● **Work to complete**: Please copy the data shown below, word for word.

● **Provided data**:
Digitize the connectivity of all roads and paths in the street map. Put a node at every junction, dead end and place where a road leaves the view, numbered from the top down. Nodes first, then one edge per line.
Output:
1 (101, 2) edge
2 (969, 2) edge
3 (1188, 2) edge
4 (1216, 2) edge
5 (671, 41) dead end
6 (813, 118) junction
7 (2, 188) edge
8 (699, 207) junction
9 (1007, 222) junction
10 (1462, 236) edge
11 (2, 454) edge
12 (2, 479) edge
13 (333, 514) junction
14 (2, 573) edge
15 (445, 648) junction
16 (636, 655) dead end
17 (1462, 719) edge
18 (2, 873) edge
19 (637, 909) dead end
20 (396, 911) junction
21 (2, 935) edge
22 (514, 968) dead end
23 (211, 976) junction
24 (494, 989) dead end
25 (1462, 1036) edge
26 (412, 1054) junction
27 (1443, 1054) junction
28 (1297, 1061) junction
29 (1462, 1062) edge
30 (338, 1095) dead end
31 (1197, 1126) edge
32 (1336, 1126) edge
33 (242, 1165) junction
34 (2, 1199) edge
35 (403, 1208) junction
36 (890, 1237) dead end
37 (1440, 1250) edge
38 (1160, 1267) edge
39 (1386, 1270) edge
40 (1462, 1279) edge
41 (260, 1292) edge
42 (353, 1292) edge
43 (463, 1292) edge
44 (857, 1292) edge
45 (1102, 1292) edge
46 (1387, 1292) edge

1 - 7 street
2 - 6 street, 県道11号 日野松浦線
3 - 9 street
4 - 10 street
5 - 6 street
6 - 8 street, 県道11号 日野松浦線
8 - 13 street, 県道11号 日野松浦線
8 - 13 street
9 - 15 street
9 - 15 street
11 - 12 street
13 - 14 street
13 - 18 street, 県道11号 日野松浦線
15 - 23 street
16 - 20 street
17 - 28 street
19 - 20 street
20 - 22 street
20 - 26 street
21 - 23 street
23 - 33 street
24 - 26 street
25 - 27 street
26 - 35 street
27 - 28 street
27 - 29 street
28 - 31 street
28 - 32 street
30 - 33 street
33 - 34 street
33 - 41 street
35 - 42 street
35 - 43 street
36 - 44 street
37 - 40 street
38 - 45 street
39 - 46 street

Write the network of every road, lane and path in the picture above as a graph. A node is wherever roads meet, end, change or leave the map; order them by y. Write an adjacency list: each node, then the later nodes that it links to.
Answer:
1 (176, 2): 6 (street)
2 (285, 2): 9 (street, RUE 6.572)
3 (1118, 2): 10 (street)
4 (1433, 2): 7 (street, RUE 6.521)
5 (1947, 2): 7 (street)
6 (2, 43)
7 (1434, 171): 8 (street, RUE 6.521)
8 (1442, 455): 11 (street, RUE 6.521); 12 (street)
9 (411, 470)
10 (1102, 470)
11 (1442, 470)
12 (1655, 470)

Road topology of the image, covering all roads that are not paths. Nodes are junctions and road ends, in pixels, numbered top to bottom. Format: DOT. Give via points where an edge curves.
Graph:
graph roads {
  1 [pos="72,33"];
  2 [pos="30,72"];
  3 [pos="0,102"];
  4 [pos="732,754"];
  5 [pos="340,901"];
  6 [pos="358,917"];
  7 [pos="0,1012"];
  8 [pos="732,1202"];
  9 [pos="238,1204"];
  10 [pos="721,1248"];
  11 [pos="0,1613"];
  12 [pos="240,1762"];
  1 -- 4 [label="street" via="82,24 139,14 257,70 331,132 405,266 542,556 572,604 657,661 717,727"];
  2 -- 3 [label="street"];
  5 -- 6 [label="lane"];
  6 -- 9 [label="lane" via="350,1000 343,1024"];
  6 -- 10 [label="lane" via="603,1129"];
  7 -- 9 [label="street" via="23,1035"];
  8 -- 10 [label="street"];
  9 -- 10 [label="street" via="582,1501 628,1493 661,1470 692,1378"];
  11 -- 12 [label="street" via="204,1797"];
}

● **The answer**:
Digitize the connectivity of all roads and paths in the street map. Put a node at every junction, dead end and place where a road leaves the view, numbered from the top down. Nodes first, then one edge per line.
Output:
1 (101, 2) edge
2 (969, 2) edge
3 (1188, 2) edge
4 (1216, 2) edge
5 (671, 41) dead end
6 (813, 118) junction
7 (2, 188) edge
8 (699, 207) junction
9 (1007, 222) junction
10 (1462, 236) edge
11 (2, 454) edge
12 (2, 479) edge
13 (333, 514) junction
14 (2, 573) edge
15 (445, 648) junction
16 (636, 655) dead end
17 (1462, 719) edge
18 (2, 873) edge
19 (637, 909) dead end
20 (396, 911) junction
21 (2, 935) edge
22 (514, 968) dead end
23 (211, 976) junction
24 (494, 989) dead end
25 (1462, 1036) edge
26 (412, 1054) junction
27 (1443, 1054) junction
28 (1297, 1061) junction
29 (1462, 1062) edge
30 (338, 1095) dead end
31 (1197, 1126) edge
32 (1336, 1126) edge
33 (242, 1165) junction
34 (2, 1199) edge
35 (403, 1208) junction
36 (890, 1237) dead end
37 (1440, 1250) edge
38 (1160, 1267) edge
39 (1386, 1270) edge
40 (1462, 1279) edge
41 (260, 1292) edge
42 (353, 1292) edge
43 (463, 1292) edge
44 (857, 1292) edge
45 (1102, 1292) edge
46 (1387, 1292) edge

1 - 7 street
2 - 6 street, 県道11号 日野松浦線
3 - 9 street
4 - 10 street
5 - 6 street
6 - 8 street, 県道11号 日野松浦線
8 - 13 street, 県道11号 日野松浦線
8 - 13 street
9 - 15 street
9 - 15 street
11 - 12 street
13 - 14 street
13 - 18 street, 県道11号 日野松浦線
15 - 23 street
16 - 20 street
17 - 28 street
19 - 20 street
20 - 22 street
20 - 26 street
21 - 23 street
23 - 33 street
24 - 26 street
25 - 27 street
26 - 35 street
27 - 28 street
27 - 29 street
28 - 31 street
28 - 32 street
30 - 33 street
33 - 34 street
33 - 41 street
35 - 42 street
35 - 43 street
36 - 44 street
37 - 40 street
38 - 45 street
39 - 46 street

Write the network of every road, lane and path in the picture above as a graph. A node is wherever roads meet, end, change or leave the map; order them by y. Write an adjacency list: each node, then the later nodes that it links to.
Answer:
1 (176, 2): 6 (street)
2 (285, 2): 9 (street, RUE 6.572)
3 (1118, 2): 10 (street)
4 (1433, 2): 7 (street, RUE 6.521)
5 (1947, 2): 7 (street)
6 (2, 43)
7 (1434, 171): 8 (street, RUE 6.521)
8 (1442, 455): 11 (street, RUE 6.521); 12 (street)
9 (411, 470)
10 (1102, 470)
11 (1442, 470)
12 (1655, 470)

Road topology of the image, covering all roads that are not paths. Nodes are junctions and road ends, in pixels, numbered top to bottom. Format: DOT. Give via points where an edge curves.
Graph:
graph roads {
  1 [pos="72,33"];
  2 [pos="30,72"];
  3 [pos="0,102"];
  4 [pos="732,754"];
  5 [pos="340,901"];
  6 [pos="358,917"];
  7 [pos="0,1012"];
  8 [pos="732,1202"];
  9 [pos="238,1204"];
  10 [pos="721,1248"];
  11 [pos="0,1613"];
  12 [pos="240,1762"];
  1 -- 4 [label="street" via="82,24 139,14 257,70 331,132 405,266 542,556 572,604 657,661 717,727"];
  2 -- 3 [label="street"];
  5 -- 6 [label="lane"];
  6 -- 9 [label="lane" via="350,1000 343,1024"];
  6 -- 10 [label="lane" via="603,1129"];
  7 -- 9 [label="street" via="23,1035"];
  8 -- 10 [label="street"];
  9 -- 10 [label="street" via="582,1501 628,1493 661,1470 692,1378"];
  11 -- 12 [label="street" via="204,1797"];
}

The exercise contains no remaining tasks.